Athletes may feel that there are too many instances
when the quality of their treatment is often secondary
to the doctor’s obligation to team owners and coaches.
A salaried position can interfere with the traditional
doctor–patient relationship.
To many the role of the salaried physician leads to a
conflict of interest. Such a conflict exists when the
employed sports physician’s objective professional
duties are compromised by personal interests, e.g., the
financial reward of his or her association with a professional
team as well as the publicity and high visibility
one gets from such a position.
It is an ethical breach for anything but the athlete’s
health interest to be considered, again, recognizing
judgment errors in too conservative or too liberal therapy
can occur.
The ultimate welfare of the athlete may seem in conflict
with the wishes of parents or spouse, coaches or
team management. The fact that an organization or
someone other than the athlete pays the physician is
immaterial. The loyalty of the sports physician is to
the continued healthy physician–patient relationship.
Decisions must be made solely based on sound medical
judgment. A reasonable third party, e.g. a university
or professional team, will understand this. If it
does not, the physician should remove his or her services
from that party.
• Occasionally, wishes of the athlete-patient conflict
with what the physician believes are in the athlete’s
best interest. If after negotiation and additional consultation
the sports physician feels uncomfortable
with another’s recommendation, continued care of
the athlete-patient could be difficult or impossible.
The athlete should be reassigned to another physician.
For the professional athlete, the unfavorable mix of
high salaries and short careers can make for risky
decision making by both the athlete and the physician.
Coaches often encourage physicians to rush players
back on to the field to win games. Players themselves
often desire to rush back too quickly.
Teammates should not be allowed to pressure injured
athletes by suggesting they are malingering while collecting
a substantial income. Under these circumstances
many physicians play by the rules of the
coaching staff.
An untimely death or worsening injury sets the stage
for lack of trust in the team physician.
By actions alone, the team physician demonstrates
that his or her utmost responsibility is to protect the
players. If a player should not be on the playing field,
that players will not be there.
THE SPORTS PHYSICIAN’S RESPONSIBILITIES
An athlete’s autonomy, his or her interests and desires,
and the third principle of medical ethics must always
be taken into consideration in any decision made by a
sports physician. Such decisions should always be
made in the athlete’s best interest.
Whether the decision involves a diagnostic test or the
athlete’s eligibility, its end result is the maintenance of
good health with the least risk to the athlete.
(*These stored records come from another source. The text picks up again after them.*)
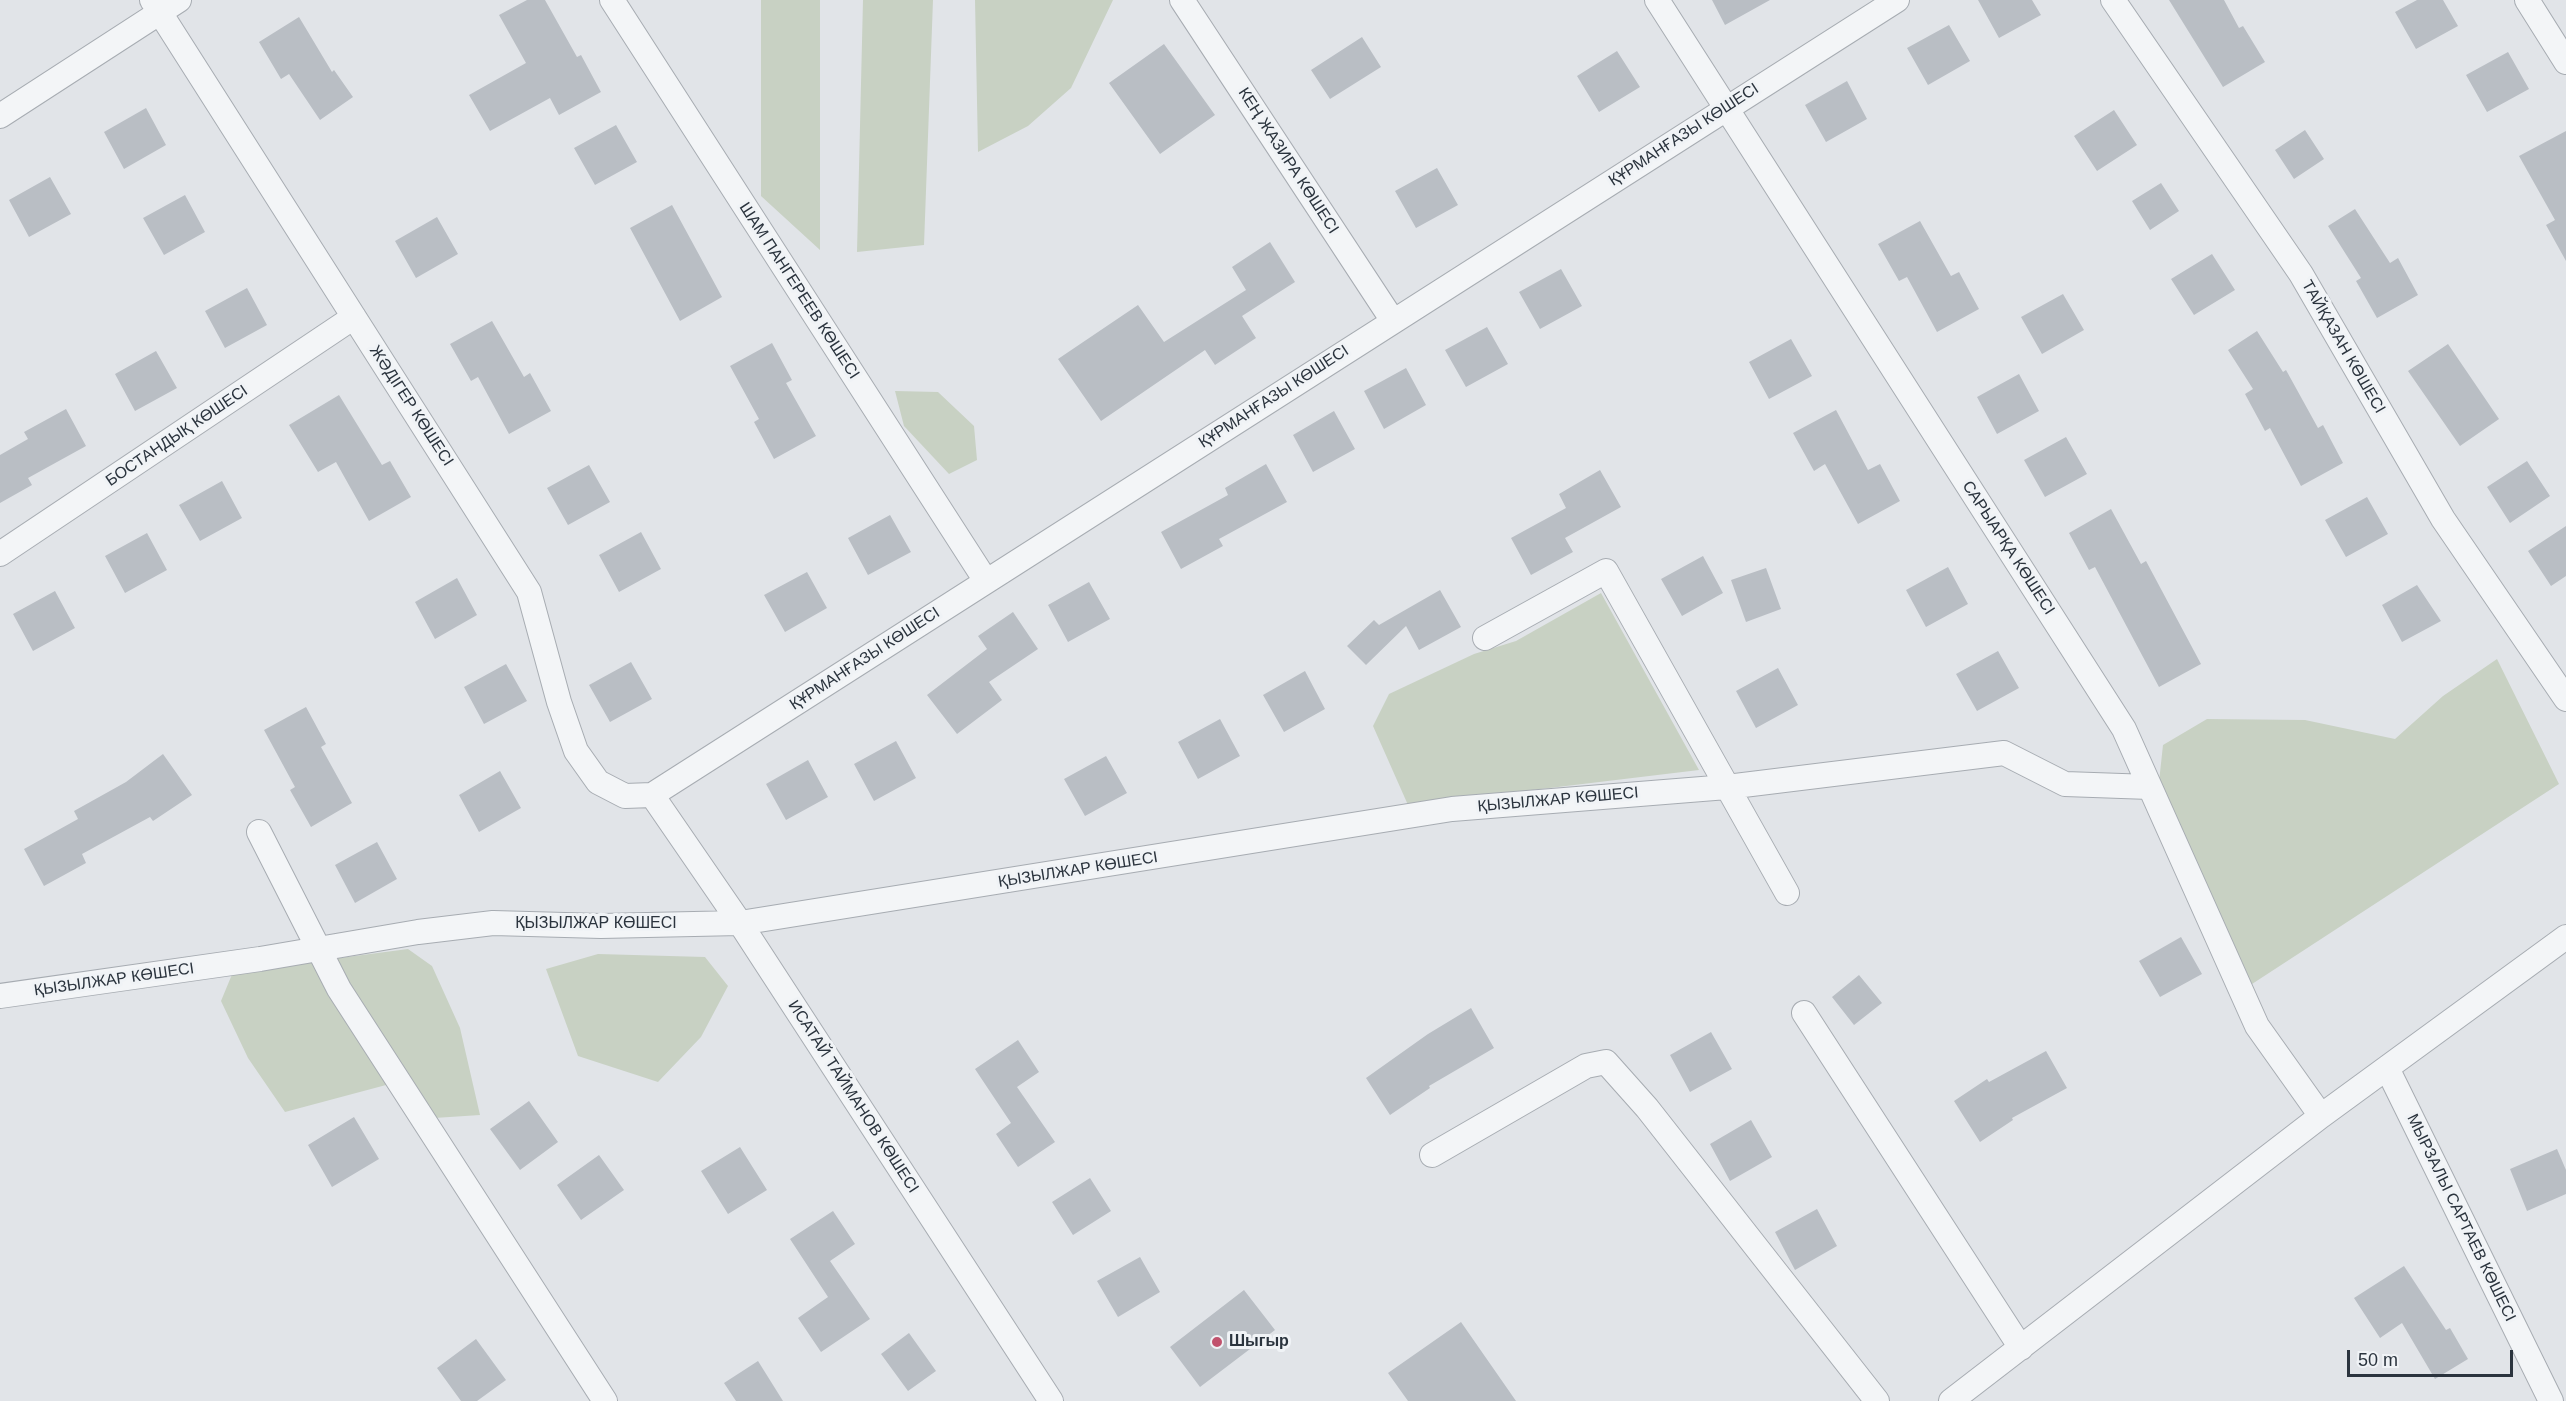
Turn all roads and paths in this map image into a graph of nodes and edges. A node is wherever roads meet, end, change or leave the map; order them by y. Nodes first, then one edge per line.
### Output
1 (612, 0) edge
2 (1182, 0) edge
3 (1657, 0) edge
4 (1897, 0) edge
5 (2113, 0) edge
6 (2527, 0) edge
7 (164, 4) edge
8 (2566, 62) edge
9 (1727, 108) junction
10 (0, 116) edge
11 (354, 317) junction
12 (1393, 321) junction
13 (0, 555) edge
14 (986, 581) junction
15 (1485, 638) dead end
16 (2565, 695) edge
17 (1727, 787) junction
18 (2150, 788) junction
19 (652, 795) junction
20 (259, 832) dead end
21 (1787, 893) dead end
22 (740, 923) junction
23 (2566, 937) edge
24 (318, 949) junction
25 (0, 996) edge
26 (1804, 1013) dead end
27 (2387, 1068) junction
28 (2321, 1116) junction
29 (1432, 1155) dead end
30 (2021, 1348) junction
31 (605, 1401) edge
32 (1051, 1401) edge
33 (1876, 1401) edge
34 (1951, 1401) edge
35 (2551, 1401) edge

1 - 14 street, ШАМ ПАНГЕРЕЕВ КӨШЕСІ
2 - 12 street, КЕҢ ЖАЗИРА КӨШЕСІ
3 - 9 street, САРЫАРҚА КӨШЕСІ
4 - 9 street, ҚҰРМАНҒАЗЫ КӨШЕСІ
5 - 16 street, ТАЙҚАЗАН КӨШЕСІ
6 - 8 street
7 - 10 street
7 - 11 street, ЖӘДІГЕР КӨШЕСІ
9 - 12 street, ҚҰРМАНҒАЗЫ КӨШЕСІ
9 - 18 street, САРЫАРҚА КӨШЕСІ
11 - 13 street, БОСТАНДЫҚ КӨШЕСІ
11 - 19 street, ЖӘДІГЕР КӨШЕСІ
12 - 14 street, ҚҰРМАНҒАЗЫ КӨШЕСІ
14 - 19 street, ҚҰРМАНҒАЗЫ КӨШЕСІ
15 - 17 street
17 - 18 street, ҚЫЗЫЛЖАР КӨШЕСІ
17 - 21 street
17 - 22 street, ҚЫЗЫЛЖАР КӨШЕСІ
18 - 28 street, САРЫАРҚА КӨШЕСІ
19 - 22 street, ИСАТАЙ ТАЙМАНОВ КӨШЕСІ
20 - 24 street
22 - 24 street, ҚЫЗЫЛЖАР КӨШЕСІ
22 - 32 street, ИСАТАЙ ТАЙМАНОВ КӨШЕСІ
23 - 27 street
24 - 25 street, ҚЫЗЫЛЖАР КӨШЕСІ
24 - 31 street
26 - 30 street
27 - 28 street
27 - 35 street, МЫРЗАЛЫ САРТАЕВ КӨШЕСІ
28 - 30 street
29 - 33 street
30 - 34 street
Conflict between physician and athlete should always
be minimal or absent.
While autonomy is respected, most athletes can and
should rely on their sports physician to lead them in
the decision making process.
It is quickly recognized by the sports physician that
one solution rarely fits all with the same problem. The
same set of circumstances can lead to a different suggested
solution by the same sports physician.
Exactness and infallibility, while desirable, are not traits
of even the finest sports physicians (Maron, 1994).
The sports physician’s primary duty is to make the
best effort to maintain or restore health and functional
ability (Howe, 1988).
The athlete’s welfare must guide all efforts.
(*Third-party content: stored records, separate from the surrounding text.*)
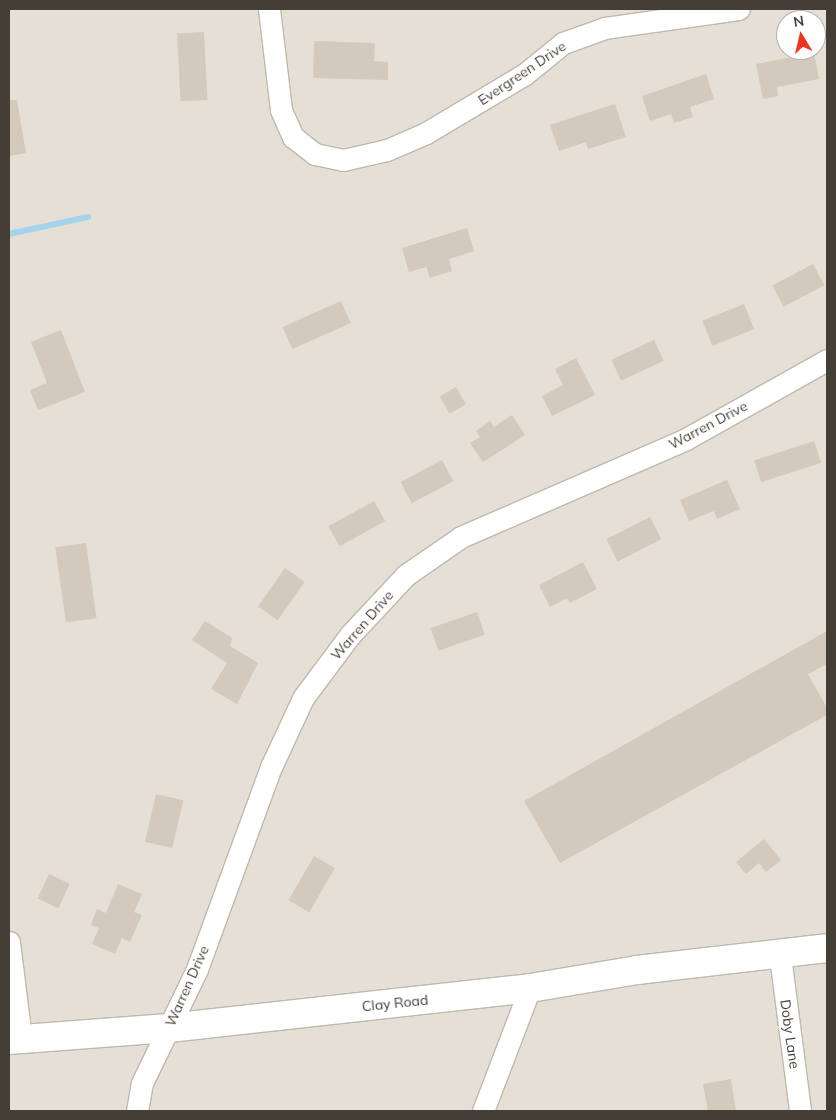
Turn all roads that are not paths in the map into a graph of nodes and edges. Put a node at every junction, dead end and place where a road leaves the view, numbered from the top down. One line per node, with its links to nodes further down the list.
1 (269, 9): 2 (street, Evergreen Drive)
2 (739, 9)
3 (827, 360): 8 (street, Warren Drive)
4 (9, 942): 9 (street)
5 (827, 948): 6 (street, Clay Road)
6 (780, 956): 7 (street, Clay Road); 12 (street, Doby Lane)
7 (530, 988): 8 (street, Clay Road); 11 (street)
8 (169, 1028): 9 (street, Clay Road); 10 (street, Warren Drive)
9 (15, 1040)
10 (137, 1111)
11 (483, 1111)
12 (800, 1111)

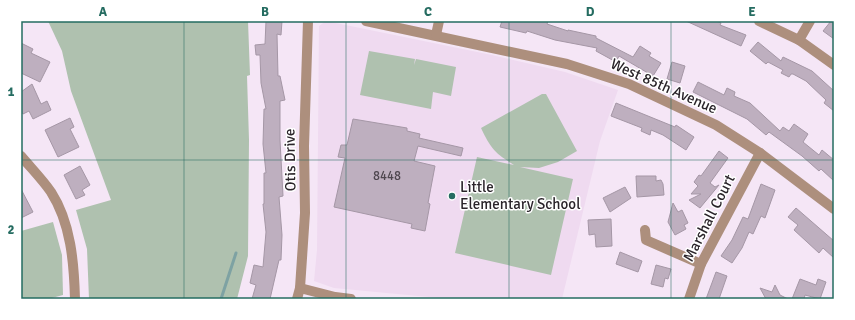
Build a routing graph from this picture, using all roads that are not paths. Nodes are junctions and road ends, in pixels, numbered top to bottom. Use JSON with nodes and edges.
{"nodes":[{"id":1,"x":308,"y":21,"type":"edge"},
{"id":2,"x":366,"y":21,"type":"edge"},
{"id":3,"x":439,"y":21,"type":"edge"},
{"id":4,"x":759,"y":21,"type":"edge"},
{"id":5,"x":810,"y":21,"type":"edge"},
{"id":6,"x":436,"y":35,"type":"junction"},
{"id":7,"x":799,"y":40,"type":"junction"},
{"id":8,"x":834,"y":65,"type":"edge"},
{"id":9,"x":760,"y":152,"type":"junction"},
{"id":10,"x":21,"y":156,"type":"edge"},
{"id":11,"x":834,"y":208,"type":"edge"},
{"id":12,"x":645,"y":230,"type":"dead end"},
{"id":13,"x":701,"y":264,"type":"junction"},
{"id":14,"x":300,"y":288,"type":"junction"},
{"id":15,"x":75,"y":299,"type":"edge"},
{"id":16,"x":297,"y":299,"type":"edge"},
{"id":17,"x":351,"y":299,"type":"edge"},
{"id":18,"x":689,"y":299,"type":"edge"}],
"edges":[{"from":1,"to":14,"type":"street","name":"Otis Drive"},
{"from":2,"to":6,"type":"street","name":"West 85th Avenue"},
{"from":3,"to":6,"type":"street"},
{"from":4,"to":7,"type":"street"},
{"from":5,"to":7,"type":"street"},
{"from":6,"to":9,"type":"street","name":"West 85th Avenue"},
{"from":7,"to":8,"type":"street"},
{"from":9,"to":11,"type":"street","name":"West 85th Avenue"},
{"from":9,"to":13,"type":"street","name":"Marshall Court"},
{"from":10,"to":15,"type":"street"},
{"from":12,"to":13,"type":"street"},
{"from":13,"to":18,"type":"street","name":"Marshall Court"},
{"from":14,"to":16,"type":"street","name":"Otis Drive"},
{"from":14,"to":17,"type":"street"}]}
To be a good sports physician, he or she must have a
genuine appreciation for the importance of athletics in
his or her client’s life. The precepts of Dr. O’Donoghue
for sports physicians are timeless: accept athletics, avoid
expediency, adopt the best methods, act promptly, and
try to achieve perfection (O’ Donoghue, 1984).
The injured athlete must know the diagnosis, understand
its implications, and participate in all therapeutic
decisions.
Despite the athlete’s wishes, the sports physician
cannot do less than seek the best possible outcome.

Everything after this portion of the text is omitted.